Re: "Invalid client ID" after system lockup and subsequent reset ?

From: Karl M. Hegbloom
Date: 26 Jul 2002 14:05:54 -0700
Stephen Lord <lord@xxxxxxx> writes:

> Karl M. Hegbloom wrote:
> >Several times I've had my SMP machine with EVMS and XFS filesystems lock
> >up and need to be reset.  After the reboot, sometimes filesystems won't
> >mount (it tends to be the "/var" partition) and I must boot to single
> >user mode.
> >

Note that the problem is a lockup that I suspect is SMP + EVMS +
XFS(?) related.  Since it only seems to happen when I am compiling
software, thus, when there is a large amount of file system activity,
I suspect there's a race condition someplace and a deadlock.

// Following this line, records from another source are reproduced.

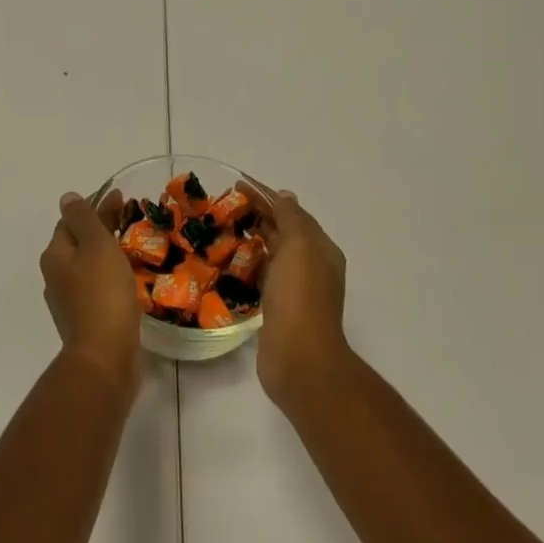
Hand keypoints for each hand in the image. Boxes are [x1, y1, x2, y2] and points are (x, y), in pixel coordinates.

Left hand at [41, 190, 140, 398]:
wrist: (105, 357)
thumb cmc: (102, 294)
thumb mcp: (95, 245)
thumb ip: (83, 218)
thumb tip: (67, 197)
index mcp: (55, 255)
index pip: (70, 220)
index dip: (94, 206)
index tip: (121, 198)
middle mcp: (56, 276)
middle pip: (79, 242)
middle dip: (102, 228)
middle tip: (131, 218)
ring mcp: (69, 301)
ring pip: (89, 266)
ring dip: (107, 253)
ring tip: (134, 246)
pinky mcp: (86, 320)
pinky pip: (98, 288)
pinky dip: (111, 276)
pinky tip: (128, 278)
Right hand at [244, 183, 350, 408]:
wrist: (299, 358)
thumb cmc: (299, 296)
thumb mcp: (299, 246)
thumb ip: (291, 218)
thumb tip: (284, 196)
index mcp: (321, 249)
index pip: (293, 212)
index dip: (266, 195)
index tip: (237, 184)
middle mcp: (312, 266)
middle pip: (283, 231)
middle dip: (258, 214)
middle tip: (224, 204)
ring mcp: (296, 289)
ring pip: (272, 253)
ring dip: (251, 238)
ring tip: (222, 228)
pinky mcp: (278, 308)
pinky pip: (262, 276)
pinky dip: (248, 264)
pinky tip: (229, 262)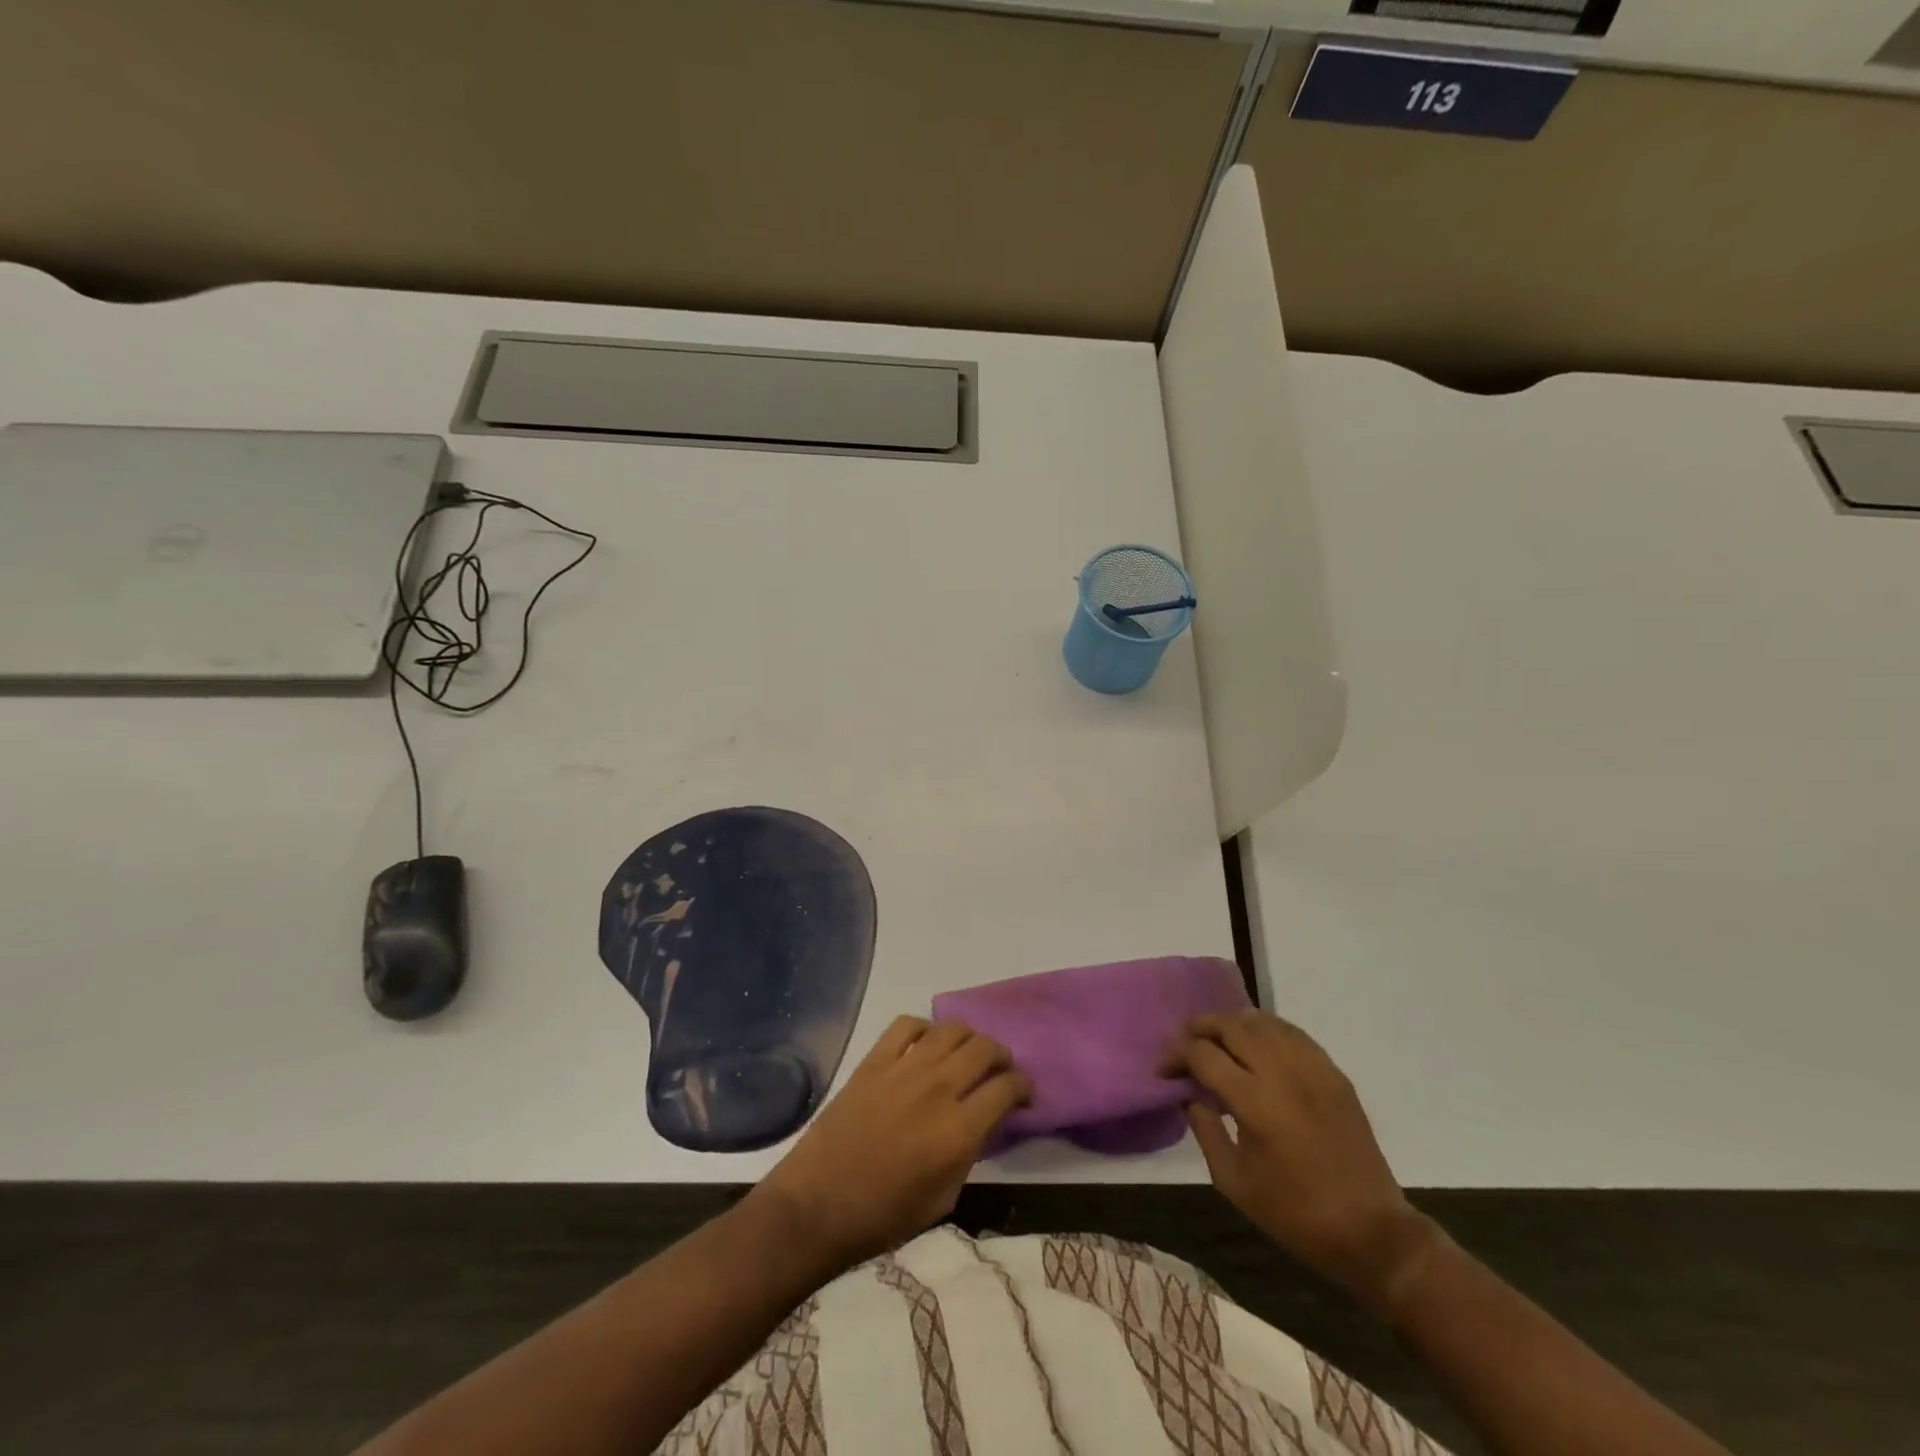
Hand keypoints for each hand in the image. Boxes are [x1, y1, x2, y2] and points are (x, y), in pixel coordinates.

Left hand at [753, 1016, 1031, 1275]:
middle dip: (1002, 1057)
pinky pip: (907, 1025)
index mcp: (958, 1130)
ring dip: (970, 1038)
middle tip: (1001, 1072)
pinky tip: (926, 1045)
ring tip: (969, 1054)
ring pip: (951, 1029)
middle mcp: (937, 1089)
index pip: (1007, 1087)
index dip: (1024, 1087)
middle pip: (985, 1048)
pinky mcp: (874, 1061)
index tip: (1025, 1096)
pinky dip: (925, 1028)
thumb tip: (984, 1120)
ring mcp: (903, 1069)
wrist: (817, 1206)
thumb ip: (970, 1152)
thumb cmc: (883, 1216)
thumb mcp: (943, 1198)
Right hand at [1164, 1010, 1439, 1314]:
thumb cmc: (1295, 1214)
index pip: (1203, 1054)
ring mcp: (1312, 1068)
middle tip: (1184, 1045)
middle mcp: (1281, 1072)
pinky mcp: (1333, 1073)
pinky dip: (1267, 1030)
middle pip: (1230, 1026)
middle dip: (1199, 1028)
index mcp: (1254, 1101)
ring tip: (1218, 1041)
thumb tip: (1189, 1094)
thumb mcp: (1234, 1181)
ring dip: (1232, 1024)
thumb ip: (1205, 1129)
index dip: (1176, 1054)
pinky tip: (1257, 1045)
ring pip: (1262, 1021)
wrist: (1371, 1232)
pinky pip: (1292, 1033)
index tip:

When it happens, the "gkrellm" meter keeps running, and I can see
there is some CPU activity.  It seems like the system is running
smoothly, quiescently, and all is fairly normal.  The mouse pointer
moves around, and I can still type in my editor.  However, I cannot
save the file I'm working on -- the editor blocks then.  I cannot
start another command in a terminal -- it blocks and never runs.  I
can use Alt-SysReq-F1 to snick down to a Linux VT, but cannot log in
-- it blocks.  The gnome desk guide that I keep in a panel drawer will
display, but when I click on it, nothing seems to happen; it's blocked

Tell me if I'm wrong, but it sounds like any file system activity is
blocking someplace.  That's why I suspect that there is a deadlock.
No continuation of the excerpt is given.